The software also enables me to use my pattern scanning laser for any photocoagulator treatment that I choose, whether I want to go for a moderate burn at the periphery in a panretinal photocoagulation or photothermal stimulation of the macular region.
Visible landmarks
In the past, I have used a micropulse laser for DME with good results, but the difference in micropulse lasers and pattern scanning lasers is that the former does not have a clear titration protocol or recipe and also lacks visible landmarks. Whenever I would treat with a micropulse laser, I would have difficulty comparing treatment because there were no patterns, making it difficult to treat the whole macula without placing burns on top of each other and leaving empty spaces.
With a pattern scanning laser and Endpoint Management software, I can treat subvisibly while designating and leaving visible landmark patterns, creating visible references for re-treatment.
Endpoint Management software brings to the forefront of laser treatment the term “endpoint.” Retina specialists are accustomed to discussions about the threshold and subthreshold laser therapies, but this does not send a clear message.
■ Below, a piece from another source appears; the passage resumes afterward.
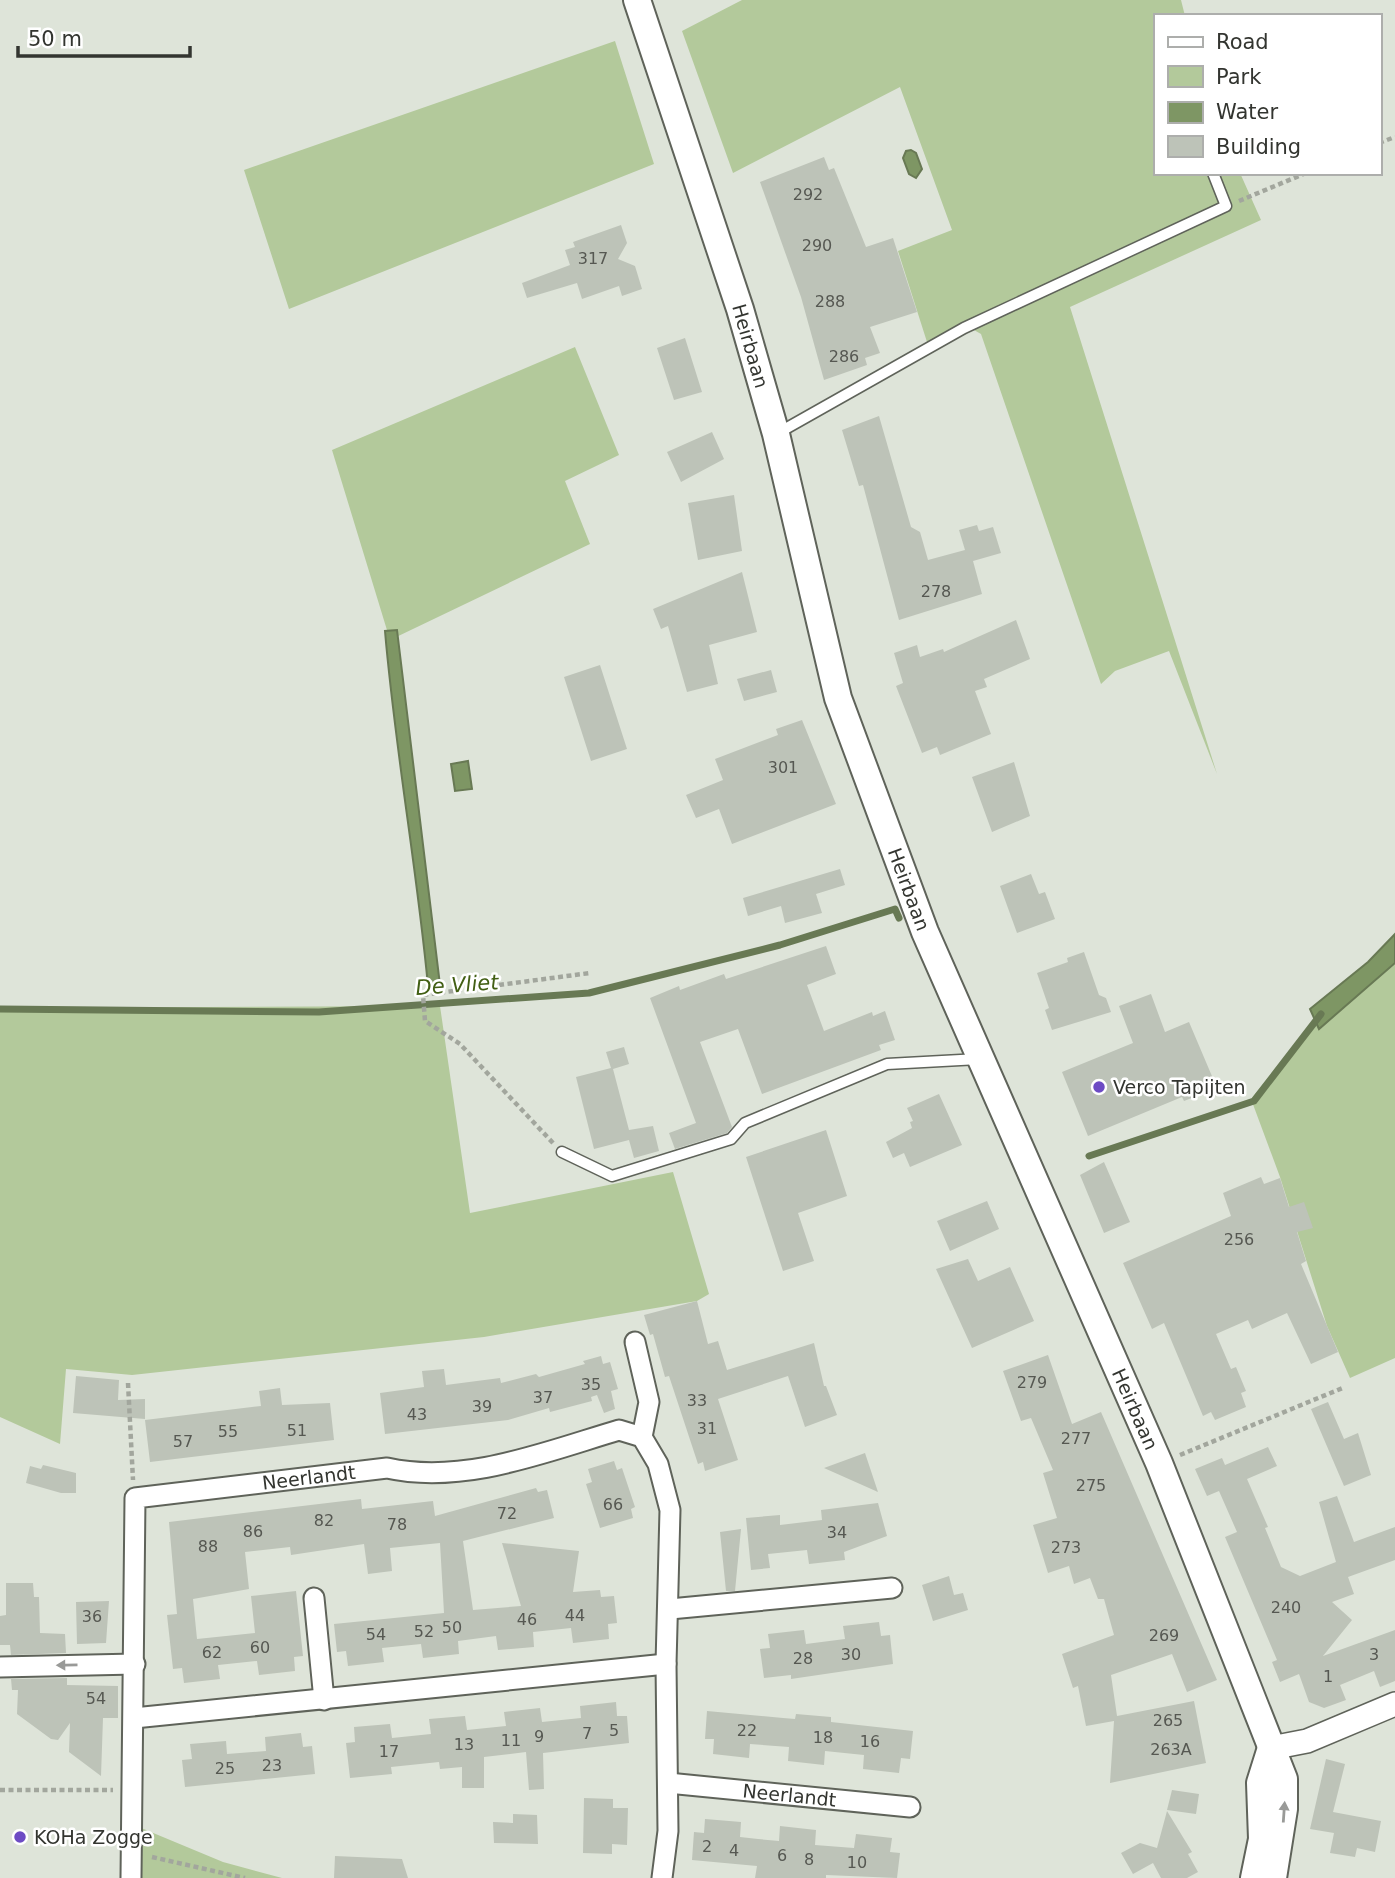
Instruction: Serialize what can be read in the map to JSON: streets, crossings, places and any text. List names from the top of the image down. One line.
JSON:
{"streets":{"main road":["Heirbaan"],"street":["Neerlandt"]},"water":["De Vliet"],"places":["Verco Tapijten","KOHa Zogge"],"house_numbers":["292","290","317","288","286","278","301","256","279","35","37","33","39","43","31","51","55","277","57","275","66","72","82","78","86","34","88","273","240","44","36","46","50","52","54","269","60","62","30","3","28","1","54","265","5","22","7","9","18","11","16","13","263A","17","23","25","2","4","6","8","10"],"legend":["Road","Park","Water","Building"],"scale_bar":"50 m"}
When discussing the endpoint of a treatment, we can determine that we want to create a burn pattern that is visible on angiography and optical coherence tomography or that we want to induce stimulation of the retinal pigment epithelium. That is the laser endpoint, and it is based on laser-tissue interaction, rather than clinical visibility.
This software was based on published research that was performed at Stanford University with Daniel Palanker, PhD, and colleagues.
It ultimately sets a criterion for laser endpoint therapy and allows physicians to execute treatment based on the end result. I suspect that it will play a large role in the future of laser treatment.